Fix Recursive Parsing for PFI #6084

ericjohannsen · 2022-02-14T23:44:58Z

System Information (please complete the following information):

Windows 11
ML.NET Version 1.7, AutoML 0.19.0
.NET Version: .NET Core 3.1

Describe the bug
ArgumentNullException while attempting to retrieve PFI
The model provided does not have a compatible predictor (Parameter 'lastTransformer')

Stack trace
at Microsoft.ML.Runtime.Contracts.CheckValue[T](IExceptionContext ctx, T val, String paramName, String msg)
at Microsoft.ML.PermutationFeatureImportanceExtensions.PermutationFeatureImportance[TMetric,TResult](IHostEnvironment env, ITransformer model, IDataView data, Func1 resultInitializer, Func2 evaluationFunc, Func3 deltaFunc, Int32 permutationCount, Boolean useFeatureWeightFilter, Nullable1 numberOfExamplesToUse)
at Microsoft.ML.PermutationFeatureImportanceExtensions.PermutationFeatureImportance(RegressionCatalog catalog, ITransformer model, IDataView data, String labelColumnName, Boolean useFeatureWeightFilter, Nullable`1 numberOfExamplesToUse, Int32 permutationCount)

To Reproduce

Not sure how best to create a minimal reproducible example including data, but here's the core of what I did (based on #5934)
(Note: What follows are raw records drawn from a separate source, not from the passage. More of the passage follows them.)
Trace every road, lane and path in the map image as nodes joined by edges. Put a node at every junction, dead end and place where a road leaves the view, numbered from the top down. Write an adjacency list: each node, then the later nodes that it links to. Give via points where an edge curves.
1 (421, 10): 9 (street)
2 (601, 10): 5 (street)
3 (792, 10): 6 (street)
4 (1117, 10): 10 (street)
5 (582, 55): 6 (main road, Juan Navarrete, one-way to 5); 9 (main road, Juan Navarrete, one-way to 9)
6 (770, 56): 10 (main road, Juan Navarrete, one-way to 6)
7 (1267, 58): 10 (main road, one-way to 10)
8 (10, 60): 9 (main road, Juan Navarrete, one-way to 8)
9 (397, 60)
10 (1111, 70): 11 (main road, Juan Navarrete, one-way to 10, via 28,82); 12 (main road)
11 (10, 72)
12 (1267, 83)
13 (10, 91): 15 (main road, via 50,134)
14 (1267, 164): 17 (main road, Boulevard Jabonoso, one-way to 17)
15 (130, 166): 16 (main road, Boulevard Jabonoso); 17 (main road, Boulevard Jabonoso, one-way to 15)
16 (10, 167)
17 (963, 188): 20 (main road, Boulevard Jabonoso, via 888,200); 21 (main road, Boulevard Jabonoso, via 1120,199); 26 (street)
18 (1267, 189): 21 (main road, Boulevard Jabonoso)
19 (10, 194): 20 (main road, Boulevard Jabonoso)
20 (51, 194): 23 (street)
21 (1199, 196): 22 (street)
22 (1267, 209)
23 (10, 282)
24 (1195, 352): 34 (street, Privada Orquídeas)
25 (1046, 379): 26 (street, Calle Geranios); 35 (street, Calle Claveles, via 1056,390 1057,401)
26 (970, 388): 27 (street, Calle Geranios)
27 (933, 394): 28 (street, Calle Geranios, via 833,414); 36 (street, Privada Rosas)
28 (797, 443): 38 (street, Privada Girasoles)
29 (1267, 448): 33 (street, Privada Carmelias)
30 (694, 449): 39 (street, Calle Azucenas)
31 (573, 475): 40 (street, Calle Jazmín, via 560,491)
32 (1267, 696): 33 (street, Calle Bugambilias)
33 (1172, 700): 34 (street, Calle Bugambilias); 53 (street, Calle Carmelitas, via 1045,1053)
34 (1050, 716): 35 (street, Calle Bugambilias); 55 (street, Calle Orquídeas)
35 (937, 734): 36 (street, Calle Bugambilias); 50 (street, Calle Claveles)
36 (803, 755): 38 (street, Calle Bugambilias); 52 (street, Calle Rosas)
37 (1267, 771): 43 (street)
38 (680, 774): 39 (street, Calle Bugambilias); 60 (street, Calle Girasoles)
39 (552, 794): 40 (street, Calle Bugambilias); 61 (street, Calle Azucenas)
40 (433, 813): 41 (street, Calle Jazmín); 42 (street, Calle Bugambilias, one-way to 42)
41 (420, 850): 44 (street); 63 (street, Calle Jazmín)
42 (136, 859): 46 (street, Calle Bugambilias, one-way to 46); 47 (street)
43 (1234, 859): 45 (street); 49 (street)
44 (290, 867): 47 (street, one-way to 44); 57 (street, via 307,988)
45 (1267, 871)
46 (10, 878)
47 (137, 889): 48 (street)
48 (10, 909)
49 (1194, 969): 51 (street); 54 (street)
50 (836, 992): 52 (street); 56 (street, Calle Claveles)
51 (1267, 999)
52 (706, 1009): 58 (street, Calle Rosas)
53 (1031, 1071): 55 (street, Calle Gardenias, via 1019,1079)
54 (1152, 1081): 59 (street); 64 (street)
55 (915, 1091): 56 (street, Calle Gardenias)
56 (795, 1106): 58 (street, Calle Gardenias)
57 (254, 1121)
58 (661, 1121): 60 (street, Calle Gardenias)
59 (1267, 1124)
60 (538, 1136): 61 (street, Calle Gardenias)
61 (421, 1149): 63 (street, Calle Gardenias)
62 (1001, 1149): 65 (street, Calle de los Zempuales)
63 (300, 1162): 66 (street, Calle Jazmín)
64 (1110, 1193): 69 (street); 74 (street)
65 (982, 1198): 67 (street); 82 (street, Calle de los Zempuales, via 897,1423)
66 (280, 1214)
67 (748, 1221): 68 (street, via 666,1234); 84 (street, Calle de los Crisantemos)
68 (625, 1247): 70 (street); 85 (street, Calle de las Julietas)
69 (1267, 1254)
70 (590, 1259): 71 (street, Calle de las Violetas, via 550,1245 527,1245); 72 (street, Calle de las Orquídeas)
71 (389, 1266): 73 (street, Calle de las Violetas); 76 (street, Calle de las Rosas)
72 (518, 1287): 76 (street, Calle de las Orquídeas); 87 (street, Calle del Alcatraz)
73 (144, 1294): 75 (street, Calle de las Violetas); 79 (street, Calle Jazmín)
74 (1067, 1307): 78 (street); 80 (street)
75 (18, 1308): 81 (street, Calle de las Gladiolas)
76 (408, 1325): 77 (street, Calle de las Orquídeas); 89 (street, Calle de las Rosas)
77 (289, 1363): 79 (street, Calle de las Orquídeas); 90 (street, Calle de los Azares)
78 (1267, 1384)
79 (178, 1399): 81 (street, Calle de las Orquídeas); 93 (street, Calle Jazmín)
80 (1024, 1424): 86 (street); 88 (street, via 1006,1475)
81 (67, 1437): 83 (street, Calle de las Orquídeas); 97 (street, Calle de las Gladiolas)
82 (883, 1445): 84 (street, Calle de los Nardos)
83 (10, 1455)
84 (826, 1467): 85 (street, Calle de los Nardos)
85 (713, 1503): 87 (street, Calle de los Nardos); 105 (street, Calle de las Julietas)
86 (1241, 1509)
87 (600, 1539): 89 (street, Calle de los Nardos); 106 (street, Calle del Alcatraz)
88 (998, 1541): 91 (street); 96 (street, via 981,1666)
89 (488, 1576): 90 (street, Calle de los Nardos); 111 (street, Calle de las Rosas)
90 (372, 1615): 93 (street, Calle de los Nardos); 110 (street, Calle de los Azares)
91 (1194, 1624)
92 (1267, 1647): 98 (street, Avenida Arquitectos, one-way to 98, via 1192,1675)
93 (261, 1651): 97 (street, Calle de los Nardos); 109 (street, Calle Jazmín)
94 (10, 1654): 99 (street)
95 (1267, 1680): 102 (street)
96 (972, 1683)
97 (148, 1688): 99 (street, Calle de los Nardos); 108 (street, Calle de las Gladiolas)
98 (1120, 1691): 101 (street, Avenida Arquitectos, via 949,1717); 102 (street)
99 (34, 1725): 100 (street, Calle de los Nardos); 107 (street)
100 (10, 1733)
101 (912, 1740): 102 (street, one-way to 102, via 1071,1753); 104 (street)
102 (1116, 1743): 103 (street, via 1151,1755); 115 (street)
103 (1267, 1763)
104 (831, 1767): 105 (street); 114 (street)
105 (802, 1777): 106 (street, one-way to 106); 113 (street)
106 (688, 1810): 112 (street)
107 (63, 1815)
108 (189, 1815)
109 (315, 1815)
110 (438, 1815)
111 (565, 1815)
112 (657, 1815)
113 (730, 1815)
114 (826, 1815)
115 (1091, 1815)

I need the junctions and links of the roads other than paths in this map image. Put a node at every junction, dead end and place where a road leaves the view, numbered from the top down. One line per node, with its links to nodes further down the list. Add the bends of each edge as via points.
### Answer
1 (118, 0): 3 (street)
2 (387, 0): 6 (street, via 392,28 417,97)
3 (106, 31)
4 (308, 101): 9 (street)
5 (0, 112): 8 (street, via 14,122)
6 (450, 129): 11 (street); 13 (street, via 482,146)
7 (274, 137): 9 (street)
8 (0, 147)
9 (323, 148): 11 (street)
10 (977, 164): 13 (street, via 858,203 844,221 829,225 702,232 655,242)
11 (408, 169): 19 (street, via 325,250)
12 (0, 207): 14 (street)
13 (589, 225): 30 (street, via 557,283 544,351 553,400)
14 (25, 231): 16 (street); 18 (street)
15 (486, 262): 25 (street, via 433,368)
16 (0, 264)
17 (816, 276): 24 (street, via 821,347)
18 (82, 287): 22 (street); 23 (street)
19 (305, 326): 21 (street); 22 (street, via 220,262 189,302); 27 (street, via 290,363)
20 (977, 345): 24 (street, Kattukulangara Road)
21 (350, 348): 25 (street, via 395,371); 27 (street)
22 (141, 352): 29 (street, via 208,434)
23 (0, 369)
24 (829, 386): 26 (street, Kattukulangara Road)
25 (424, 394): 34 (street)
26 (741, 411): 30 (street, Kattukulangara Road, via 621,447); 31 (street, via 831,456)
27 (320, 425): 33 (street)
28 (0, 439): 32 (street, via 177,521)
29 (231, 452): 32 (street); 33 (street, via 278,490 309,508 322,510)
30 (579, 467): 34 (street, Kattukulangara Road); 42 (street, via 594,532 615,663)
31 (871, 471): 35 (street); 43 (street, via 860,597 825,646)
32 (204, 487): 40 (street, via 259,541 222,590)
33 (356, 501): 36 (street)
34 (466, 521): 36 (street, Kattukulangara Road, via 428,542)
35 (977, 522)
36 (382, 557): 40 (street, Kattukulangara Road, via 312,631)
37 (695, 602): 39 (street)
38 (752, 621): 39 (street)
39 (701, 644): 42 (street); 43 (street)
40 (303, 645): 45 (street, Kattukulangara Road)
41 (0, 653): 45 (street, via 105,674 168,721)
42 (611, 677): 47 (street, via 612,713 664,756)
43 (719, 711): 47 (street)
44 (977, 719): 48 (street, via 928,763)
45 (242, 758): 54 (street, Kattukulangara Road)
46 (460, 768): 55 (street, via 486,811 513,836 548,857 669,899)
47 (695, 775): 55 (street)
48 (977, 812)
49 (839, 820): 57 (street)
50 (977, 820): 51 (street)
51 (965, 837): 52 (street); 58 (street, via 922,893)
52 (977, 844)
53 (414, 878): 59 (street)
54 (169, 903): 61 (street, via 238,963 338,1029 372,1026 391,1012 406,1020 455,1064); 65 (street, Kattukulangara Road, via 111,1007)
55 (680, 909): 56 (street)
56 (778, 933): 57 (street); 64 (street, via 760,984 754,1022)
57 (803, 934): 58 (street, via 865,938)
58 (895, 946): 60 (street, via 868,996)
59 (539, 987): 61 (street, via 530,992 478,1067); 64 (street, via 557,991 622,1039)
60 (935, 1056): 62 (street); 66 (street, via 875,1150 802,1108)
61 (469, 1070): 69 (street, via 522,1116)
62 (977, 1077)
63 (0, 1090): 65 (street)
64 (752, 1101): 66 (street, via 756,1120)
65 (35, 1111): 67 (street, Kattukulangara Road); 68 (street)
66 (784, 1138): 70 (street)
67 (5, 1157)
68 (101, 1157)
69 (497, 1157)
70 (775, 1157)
MLContext mlContext = new MLContext();

ColumnInferenceResults columnInference = mlContext.Auto().InferColumns(trainDataPath, "Label", groupColumns: false);

TextLoader textLoader = mlContext.Data.CreateTextLoader(columnInference.TextLoaderOptions);
IDataView trainDataView = textLoader.Load(trainDataPath);
IDataView testDataView = textLoader.Load(testDataPath);

IEstimator<ITransformer> preFeaturizer = 
	mlContext.Transforms.Categorical.OneHotEncoding(
		new T().GetOneHotInputColumnNames().Select(_ => new InputOutputColumnPair(_)).ToArray()
		);

ColumnInformation columnInformation = columnInference.ColumnInformation;
columnInformation.IgnoredColumnNames.AddIfMissing("Foo");
columnInformation.CategoricalColumnNames.Remove("Foo");
columnInformation.NumericColumnNames.Remove("Foo");

BinaryExperimentSettings experimentSettings = new BinaryExperimentSettings()
{
	MaxExperimentTimeInSeconds = experimentTime,
	OptimizingMetric = BinaryClassificationMetric.F1Score
};

var experiment = mlContext.Auto().CreateBinaryClassificationExperiment(experimentSettings);

ExperimentResult<BinaryClassificationMetrics> experimentResult = experiment.Execute(trainDataView, columnInformation, preFeaturizer, progress);

RunDetail<BinaryClassificationMetrics> bestRun = experimentResult.BestRun;

// Exception thrown here
var permutationFeatureImportance = mlContext
	   .Regression
	   .PermutationFeatureImportance(bestRun.Model, testDataViewWithBestScore, permutationCount: 3);

The LastTransformer of bestRun.Model is BinaryPredictionTransformer<Microsoft.ML.Calibrators.CalibratedModelParametersBase<Microsoft.ML.Trainers.lightGbm.LightGbmBinaryModelParameters, ...>>

Expected behavior
Retrieve the PFI information.

The text was updated successfully, but these errors were encountered:

michaelgsharp · 2022-02-15T18:29:07Z

Hey @ericjohannsen,

This issue was actually fixed just yesterday by pr #6085. You can try building the latest from main and see if that fixes your issue, or you can the latest preview package here, https://pkgs.dev.azure.com/dnceng/public/_packaging/MachineLearning/nuget/v3/index.json.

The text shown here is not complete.